To begin with, we should know the meaning of non-obstante, it means notwithstanding anything. The clauses under IBC that are applicable non-obstante are those whose applicability is not hindered by any other clause or Act.
When the Insolvency and Bankruptcy Code was introduced in 2016, it stated clearly that this Act is to provide a speedy and timely remedy in cases of insolvency resolution whether dealing with a firm, company, partnership, or individuals. Credit availability is a critical component of economic growth, and a lack of credit could result in economic collapse. The Insolvency and Bankruptcy Code, 2016 was enacted to address this problem, with the goal of reducing the number of non-performing assets in the hands of Indian creditors and financial institutions.

Background:
The IBC was drafted as a consequence of the Bankruptcy Laws Reforms Committee’s deliberations. Regarding the discrepancy between the IBC and other legislation, the Committee specified the following in its report of November 4, 2015. A parliamentary statute on insolvency and bankruptcy can trump other laws on the issue from a constitutional standpoint.
So the framers of IBC had the idea of developing the legislation by way of judicial decisions and pronouncements. Thus, the drafters made a non-obstante clause mainly to override any other such provision or law that is in conflict with the IBC.
The non-obstante clause also called the overriding clause of IBC is stated under section 238 of IBC 2016. It states as follows:
Section 238: Provisions of this Code to override other laws.
238. The provisions of this Code shall have effect, notwithstanding anything inconsistent therewith contained in any other law for the time being in force or any instrument having effect by virtue of any such law.
The provisions of this Code clearly apply despite anything in any other law currently in force or any act having effect by virtue of any such law that is inconsistent with them. That is, this clause allows the provision within it, to override the effects of any other legal provisions in the same or other laws that are in conflict with it.

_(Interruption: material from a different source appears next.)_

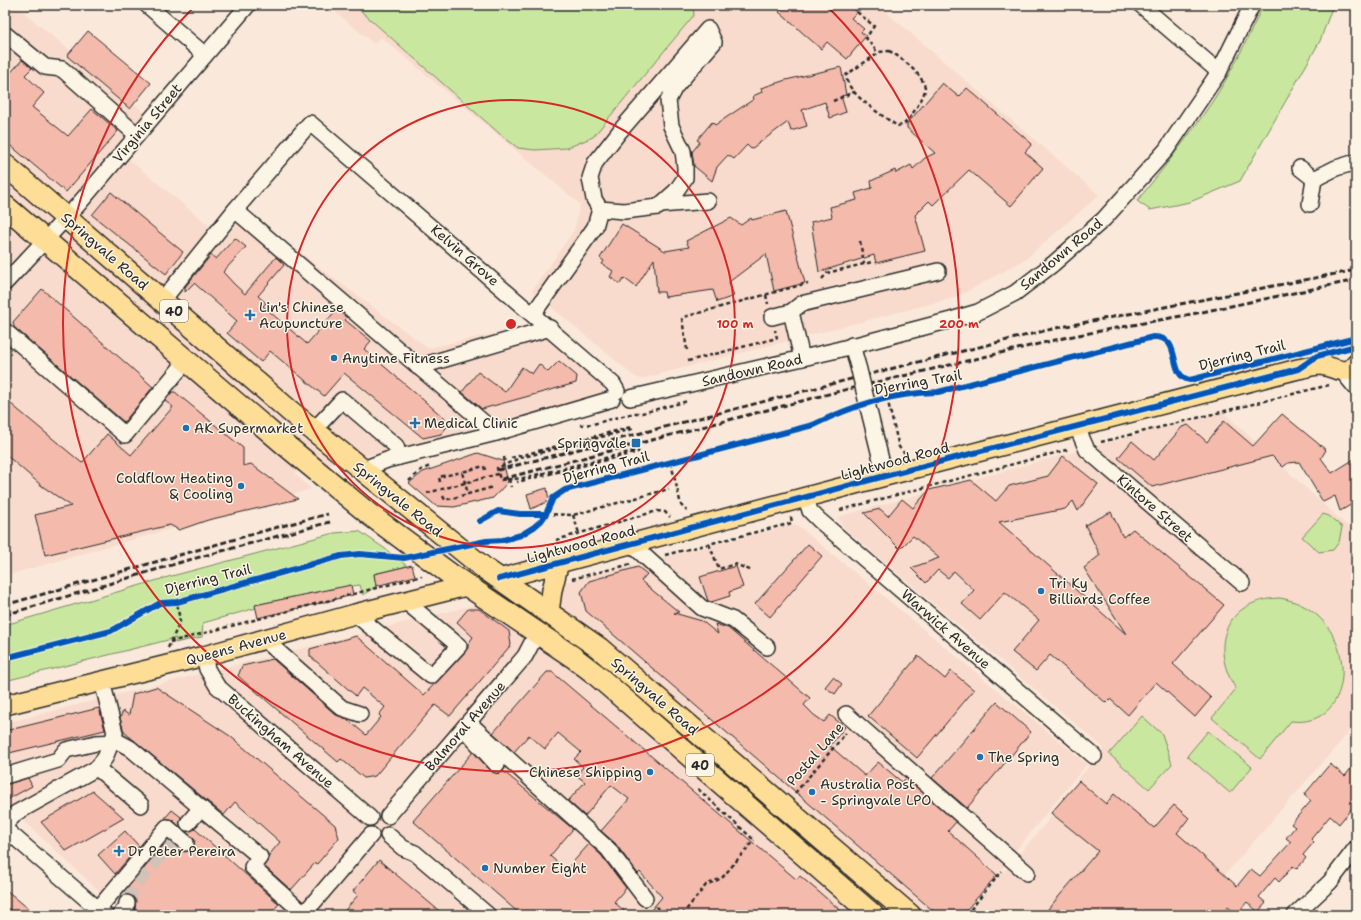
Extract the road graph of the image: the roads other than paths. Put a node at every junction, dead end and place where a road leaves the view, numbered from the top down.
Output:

The Supreme Court has had to resolve the legal position in relation to the Code’s connection with other statutes. The Apex Court has held that the Code is “a complete code in itself” that clearly overrides statutes or provisions in statutes that conflict with it.[1]
Important Judgements:
The overriding effect,
The issue of the beginning of the insolvency resolution proceedings against the appellant under the IBC was raised in the case of Innovative Industries Ltd v ICICI Bank and Ors.[2] In response, the appellant filed an interim application, claiming that no debt was legally due under the Maharashtra Relief Undertakings (Special Provisions Act), 1958 (‘Maharashtra Act,’) and that all of the appellant’s liabilities were temporarily postponed for a period of one year.

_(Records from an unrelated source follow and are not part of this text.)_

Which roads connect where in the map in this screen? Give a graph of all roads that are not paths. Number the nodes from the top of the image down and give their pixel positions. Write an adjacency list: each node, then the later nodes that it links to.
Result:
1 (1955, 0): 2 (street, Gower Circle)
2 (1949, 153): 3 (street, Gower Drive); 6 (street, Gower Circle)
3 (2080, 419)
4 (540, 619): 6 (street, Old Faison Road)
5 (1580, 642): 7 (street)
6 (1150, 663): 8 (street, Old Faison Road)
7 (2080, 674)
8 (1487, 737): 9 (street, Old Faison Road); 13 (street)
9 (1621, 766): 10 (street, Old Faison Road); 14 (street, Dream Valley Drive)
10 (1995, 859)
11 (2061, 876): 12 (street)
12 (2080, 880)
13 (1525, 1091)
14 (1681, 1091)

The Supreme Court ruled that the IBC’s subsequent non-obstante clause would take precedence over Section 4 of the Maharashtra Act’s limited non-obstante clause and that the Maharashtra Act would not obstruct the IBC’s corporate bankruptcy resolution procedure. As a result, the Supreme Court rejected the argument that a notification under the Maharashtra Act merely put the debt in perpetuity for a limited time, and that it would become payable as soon as the notification ceased to have an effect.
Non-Obstante Clause and the Limitation Act,
In the case of B. K. Educational Services[3], the Supreme Court stated that interpreting Section 238 of the Code to override the Limitation Act of 1963 would be preposterous. In view of Section 238-A, the Apex Court ruled that the Limitation Act would apply to IBC proceedings. Furthermore, the Supreme Court stated in Seven Hills[4] that Section 238 of the Code cannot be interpreted as overriding the public body’s authority but rather it is the public responsibility to manage and regulate how the properties are dealt with.
Dispute of non-obstante clause of IBC and that of PMLA,
Previously, several authorities made judgments in which IBC was found to be superior to the Prevention of Money Laundering Act, 2002 in some circumstances, and both were awarded the same rank in others.
Yet, these types of disagreements repeatedly cause problems for potential bidders and act as a roadblock in the resolution of insolvency cases. Also, PMLA offenses, for example, should be handled with the actual promoters of the company rather than the company itself, so that bidders are aware that any such offenses if discovered, will not affect their ownership rights after the takeover and will have no impact on the company’s operations after they have taken over.
For the time being, in the apparent lack of the interplay of the Code and the PMLA, the Director of Electorate sought to attach the assets of Bhushan Power and Steel Limited (BPSL)[5] after the NCLT approved a resolution proposal submitted by JSW Steel Limited for BPSL for alleged bank fraud by BPSL.[6]
A non-obstante provision was also added by Section 32A of the Code[7], which protects corporate debtors and acquirers of assets under the Code from any criminal or asset forfeiture procedures brought under the statute.
Cases based on similar situations:
Solidaire India Ltd. v. Fairgrowth Financial Services Ltd. & Ors.[8]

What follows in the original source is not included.